J'ajoute que la précarité grandissante des retraitées est également un sujet préoccupant. Les Restos du coeur accueillent aujourd'hui des femmes dont la pension ne leur permet pas de subvenir à leurs besoins.

L'égalité entre les femmes et les hommes au sein de la famille est une conquête relativement récente. C'est seulement dans les années soixante à soixante-dix que les femmes ont obtenu le droit d'ouvrir un compte bancaire à leur nom sans l'accord de leur époux, que leur a été accordé le droit à l'autorité parentale, et qu'elles ont pu bénéficier d'un assouplissement des procédures de divorce. Au XIXe siècle, le travail était réservé aux classes les plus modestes, et les femmes des classes moyennes ou aisées vivaient l'enfermement au travers de la famille. Le XXe siècle a été celui de l'émancipation des femmes. Et aujourd'hui, de plus en plus d'hommes réclament l'égalité de traitement en matière familiale.
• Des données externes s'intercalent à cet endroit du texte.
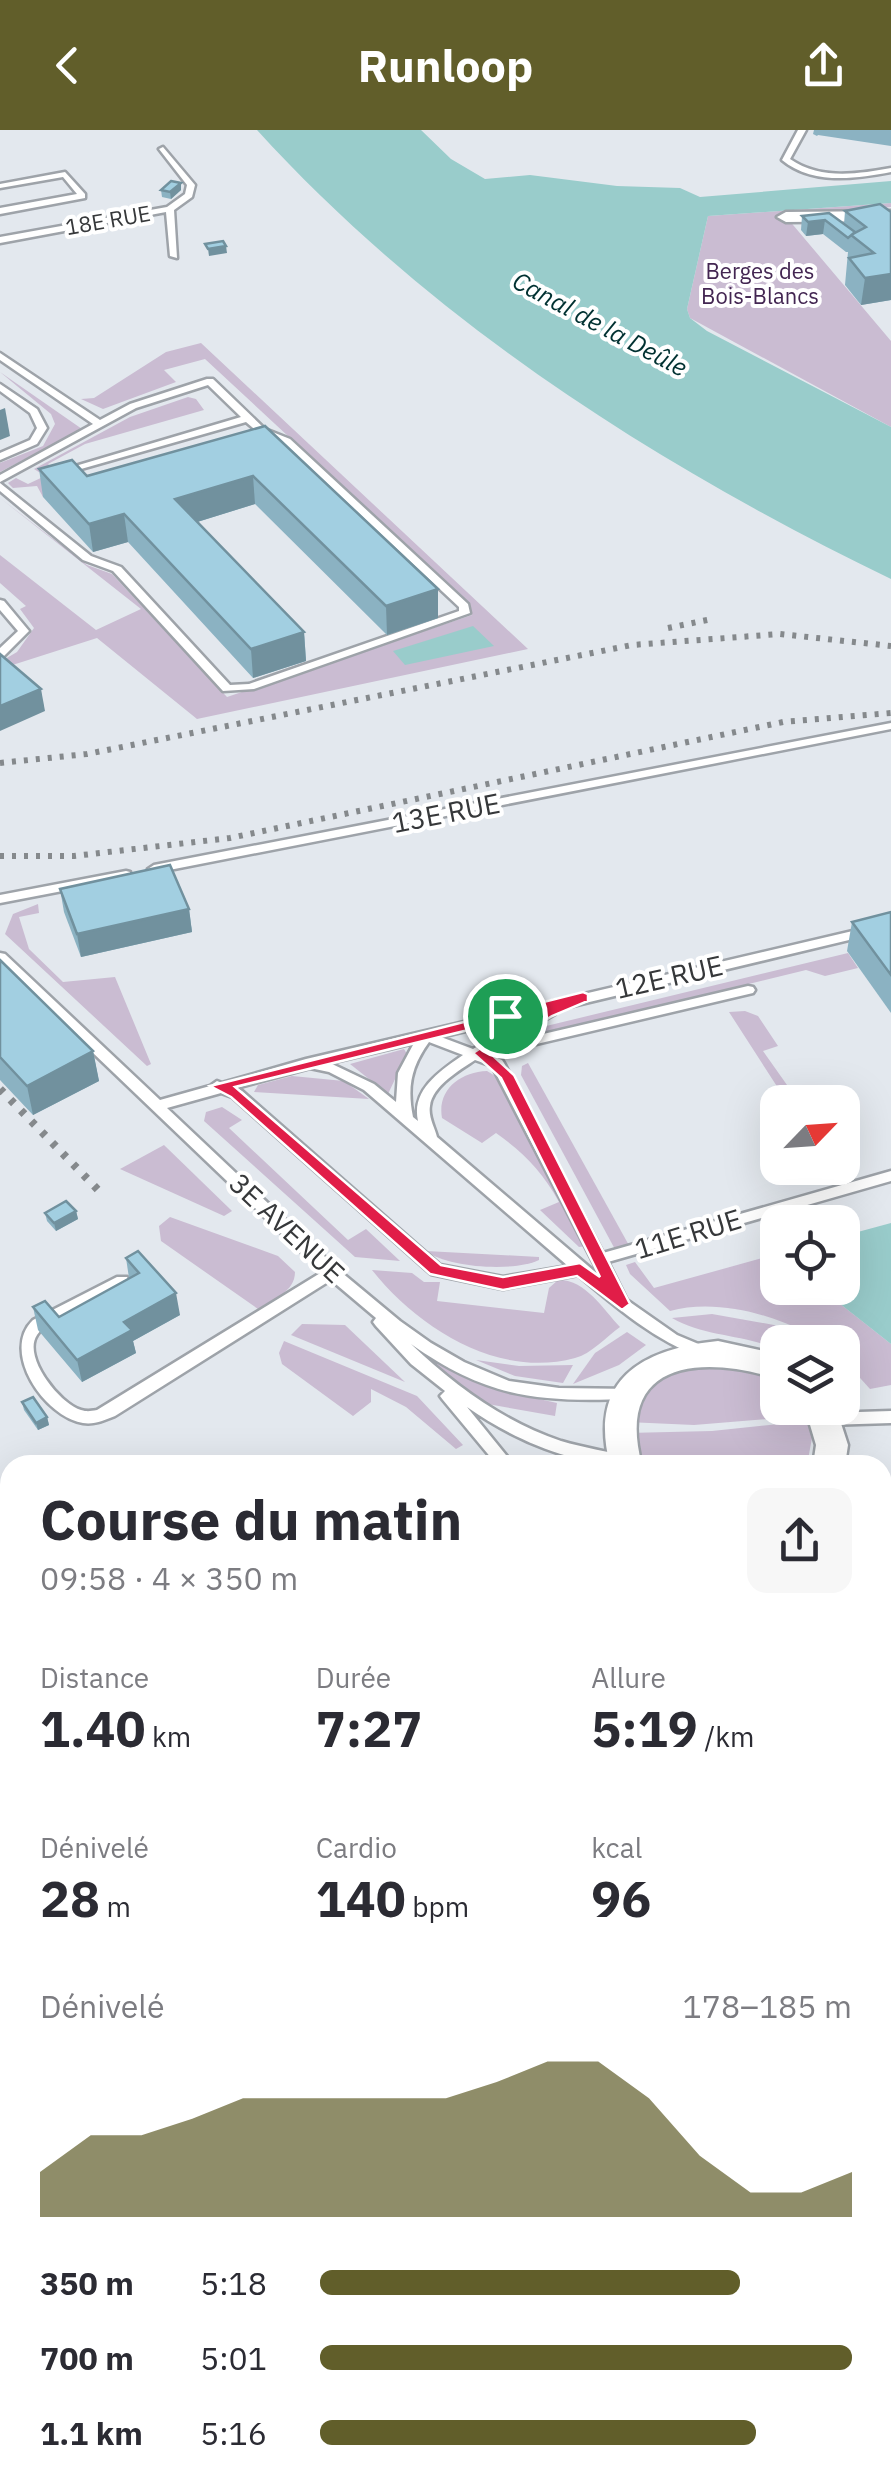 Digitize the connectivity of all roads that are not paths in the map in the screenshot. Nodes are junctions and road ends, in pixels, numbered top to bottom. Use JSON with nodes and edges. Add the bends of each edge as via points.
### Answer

En effet, un mouvement s'exprime aujourd'hui pour réintroduire les hommes dans leur rôle de père. À la maison des adolescents que j'ai visitée à Toulouse samedi et qui accueille des jeunes entre onze et dix-huit ans, une des mères qui élève seule son enfant a expliqué qu'elle en était venue à s'interroger sur le fait de savoir si les femmes doivent se substituer à la défaillance du père et si celui-ci n'est pas trop souvent mis à l'écart. Le centre parental du XIXe arrondissement, que j'ai visité récemment avec Jean-Marc Ayrault, accueille de très jeunes mères avec leur compagnon.

Cette évolution ne signifie pas que les hommes assument le même volume de tâches domestiques que les femmes ou qu'ils sont exemplaires pour le versement des pensions alimentaires. Mais aujourd'hui, on constate que les gardes alternées sont en augmentation et que, dans ce cas, de plus en plus d'hommes demandent que leur soit versée une partie des prestations familiales.
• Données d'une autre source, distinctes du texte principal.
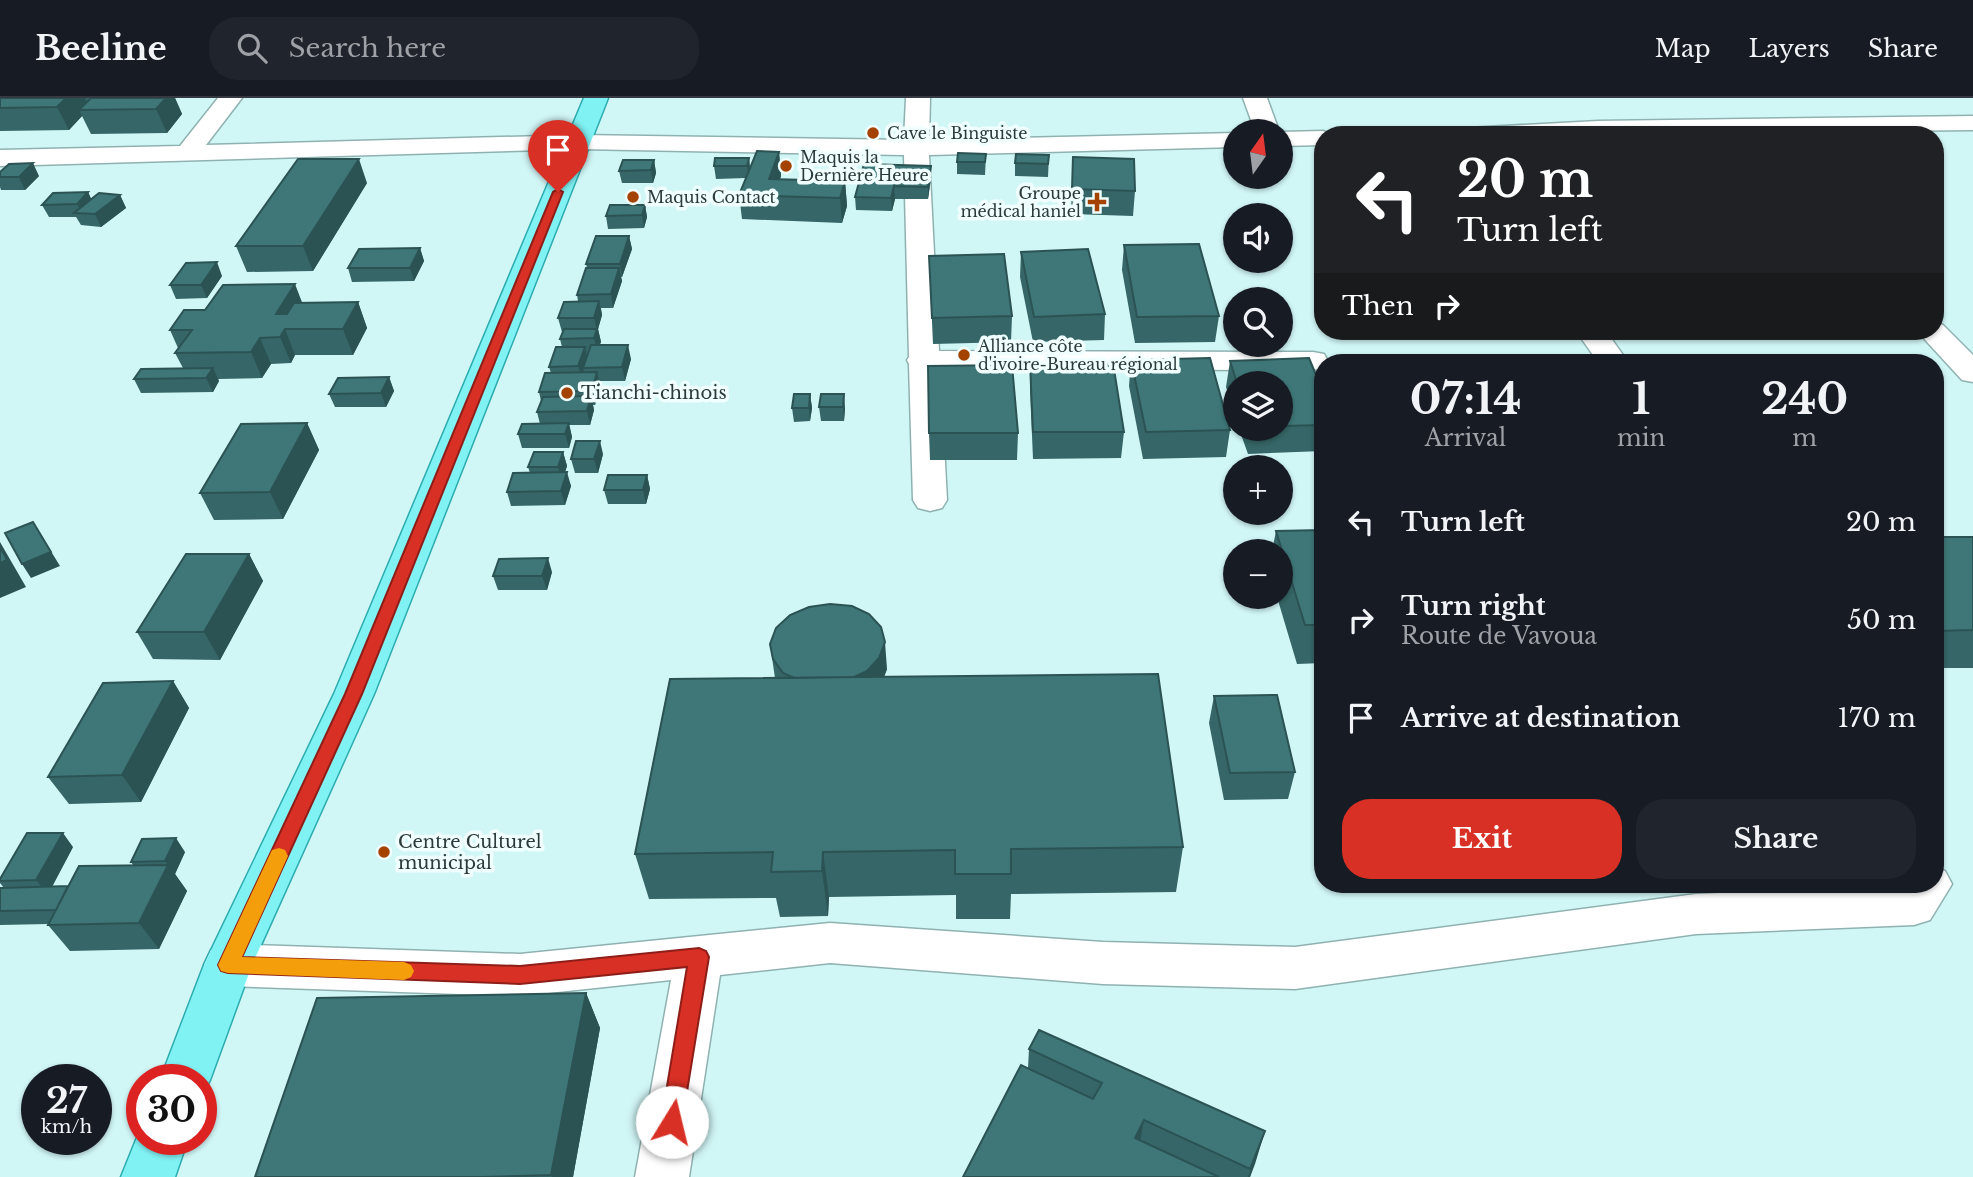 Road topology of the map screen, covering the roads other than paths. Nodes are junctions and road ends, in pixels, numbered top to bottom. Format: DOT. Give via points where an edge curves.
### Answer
graph roads {
  1 [pos="230,98"];
  2 [pos="596,98"];
  3 [pos="918,98"];
  4 [pos="1255,98"];
  5 [pos="1784,107"];
  6 [pos="1583,108"];
  7 [pos="1262,119"];
  8 [pos="1973,123"];
  9 [pos="1802,124"];
  10 [pos="1596,126"];
  11 [pos="1781,126"];
  12 [pos="1314,138"];
  13 [pos="1293,139"];
  14 [pos="1223,140"];
  15 [pos="579,142"];
  16 [pos="916,148"];
  17 [pos="187,153"];
  18 [pos="0,158"];
  19 [pos="1941,340"];
  20 [pos="922,360"];
  21 [pos="1313,361"];
  22 [pos="1973,373"];
  23 [pos="930,500"];
  24 [pos="1923,893"];
  25 [pos="699,957"];
  26 [pos="228,965"];
  27 [pos="191,1064"];
  28 [pos="156,1155"];
  29 [pos="148,1177"];
  30 [pos="663,1177"];
  1 -- 17 [label="street"];
  2 -- 15 [label="main road"];
  3 -- 16 [label="street"];
  4 -- 7 [label="street"];
  5 -- 9 [label="street"];
  6 -- 10 [label="street"];
  8 -- 9 [label="street"];
  9 -- 11 [label="street"];
  12 -- 13 [label="street"];
  14 -- 16 [label="street"];
  15 -- 16 [label="street"];
  15 -- 17 [label="street"];
  15 -- 26 [label="main road" via="354,694"];
  16 -- 20 [label="street"];
  17 -- 18 [label="street"];
  19 -- 22 [label="street"];
  20 -- 21 [label="street"];
  20 -- 23 [label="street"];
  24 -- 25 [label="street" via="1914,906 1696,914 1295,968 1103,963 830,943"];
  25 -- 26 [label="street" via="520,975"];
  25 -- 30 [label="street"];
  26 -- 27 [label="main road"];
  28 -- 29 [label="main road"];
}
Un chantier de mon ministère porte sur la petite enfance – les enfants de zéro à trois ans – et le soutien à la parentalité.
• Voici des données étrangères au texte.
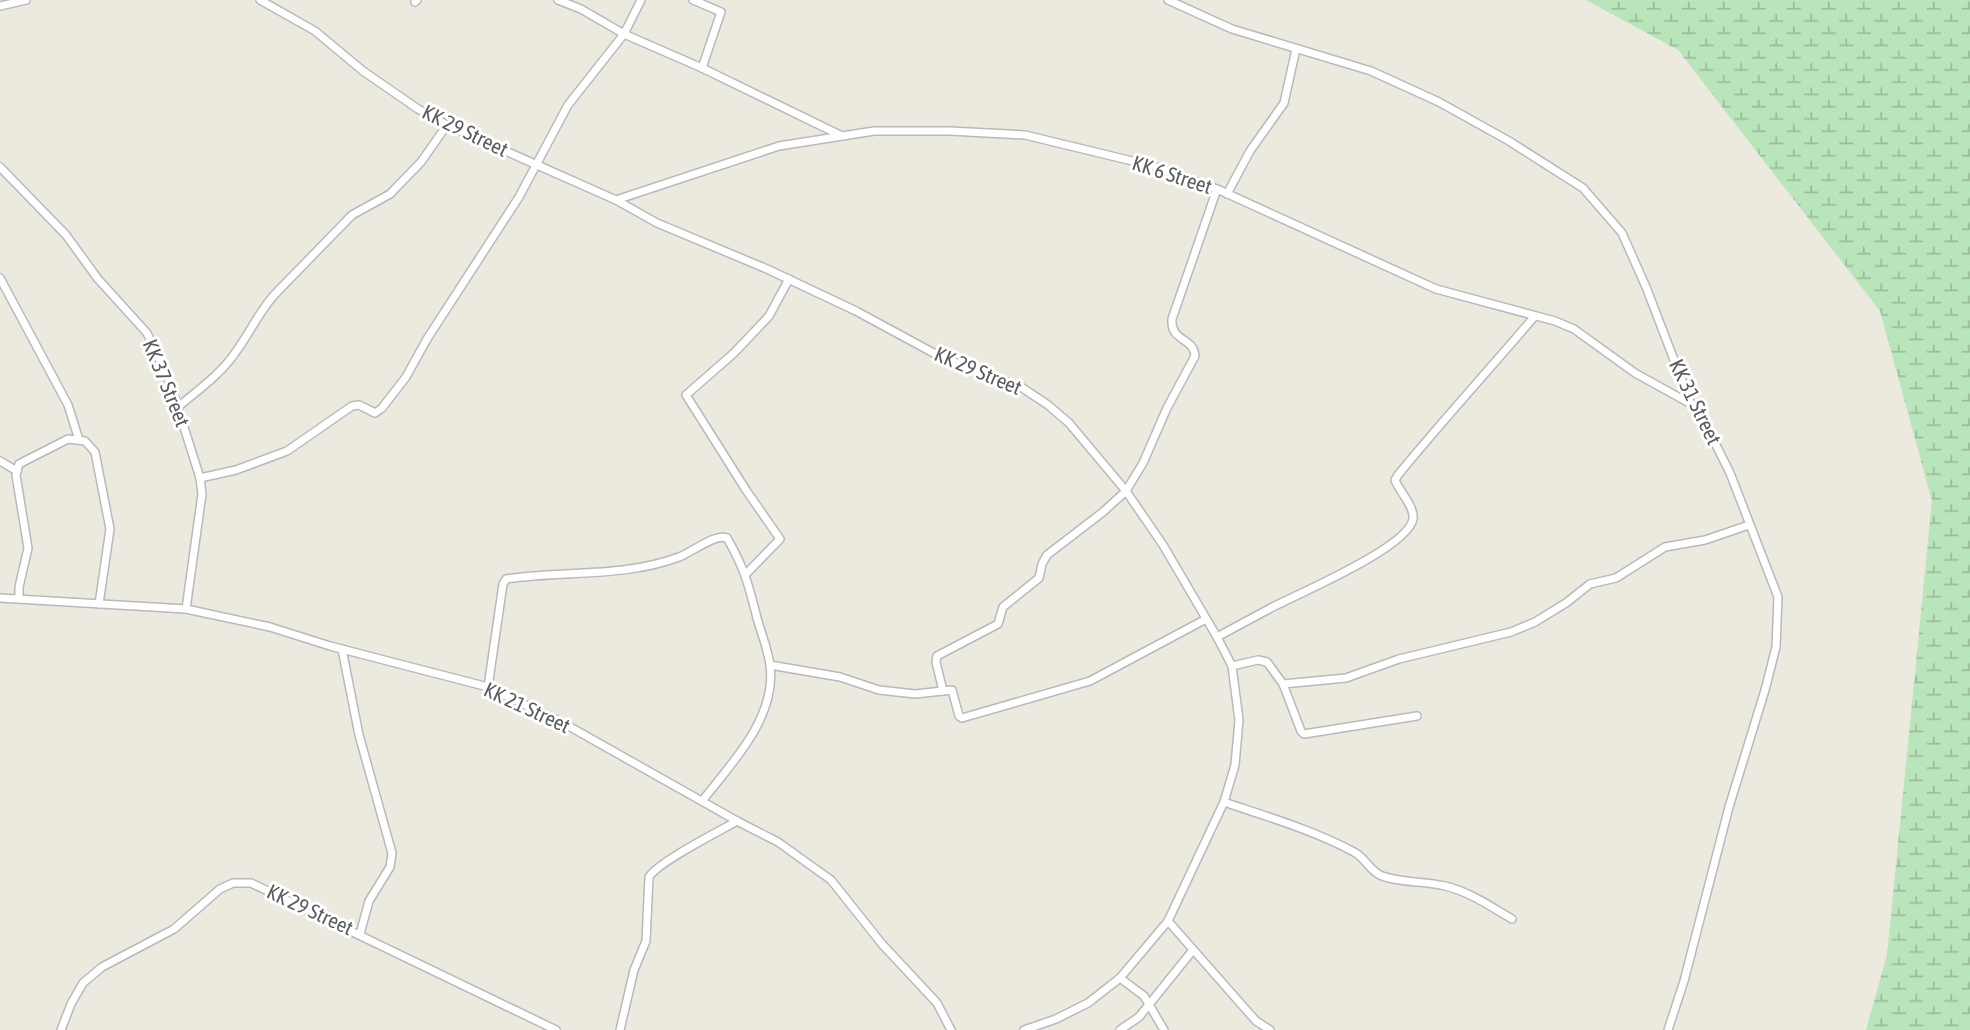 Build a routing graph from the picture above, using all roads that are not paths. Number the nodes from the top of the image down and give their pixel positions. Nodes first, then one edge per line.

Le Gouvernement a décidé d'appréhender la question de la petite enfance, non sous l'angle chiffré des places d'accueil à pourvoir, mais sur la base d'un travail avec les territoires pour inciter les communes, les syndicats de commune, les départements, voire les régions, à se mettre autour d'une même table afin de déterminer leurs besoins à l'échelle régionale. Les parents sont associés à cette consultation citoyenne qui se déroulera jusqu'à la mi-janvier. L'objectif est que chaque région soit capable de déterminer le nombre de places d'accueil dont elle a besoin, le mode d'accueil qu'elle souhaite privilégier en fonction des territoires – coeurs de ville ou secteurs ruraux –, et l'échéancier en fonction des départements dont certains sont moins pourvus que d'autres. J'ai choisi cette démarche car nous renégocions actuellement la convention d'objectifs et de gestion de la Caisse nationale des allocations familiales (CNAF), qui est un financeur important des collectivités locales en matière de petite enfance.

Au-delà du manque de places d'accueil, trop peu de villes pratiquent la transparence pour l'attribution des places. Un travail devra donc être mené sur les critères d'attribution. Certaines agglomérations, comme Rennes, mènent des expériences très innovantes en centralisant tous les types de demandes, de la demi-journée à la semaine de garde. En outre, certaines villes, comme Sartrouville, manquent cruellement de structures collectives. La politique de la petite enfance doit corriger ces inégalités territoriales.

Dans ce contexte, un trop grand nombre de femmes renonce à un emploi, soit parce qu'elles n'ont pas obtenu une place d'accueil, soit parce que leur salaire est insuffisant pour couvrir le coût de la garde de leur enfant. Là aussi, la politique de la petite enfance doit être un correctif des inégalités sociales.

Les demandes de soutien à la parentalité sont en augmentation, quels que soient les milieux sociaux. Ce sont souvent les femmes, y compris de milieux très défavorisés, qui prennent l'initiative de résoudre les difficultés auxquelles leurs enfants et elles-mêmes sont confrontés.

Pour conclure, la Délégation aux droits des femmes a naturellement toute sa place pour contribuer à la réflexion sur l'ensemble des sujets relatifs à la petite enfance et à la parentalité.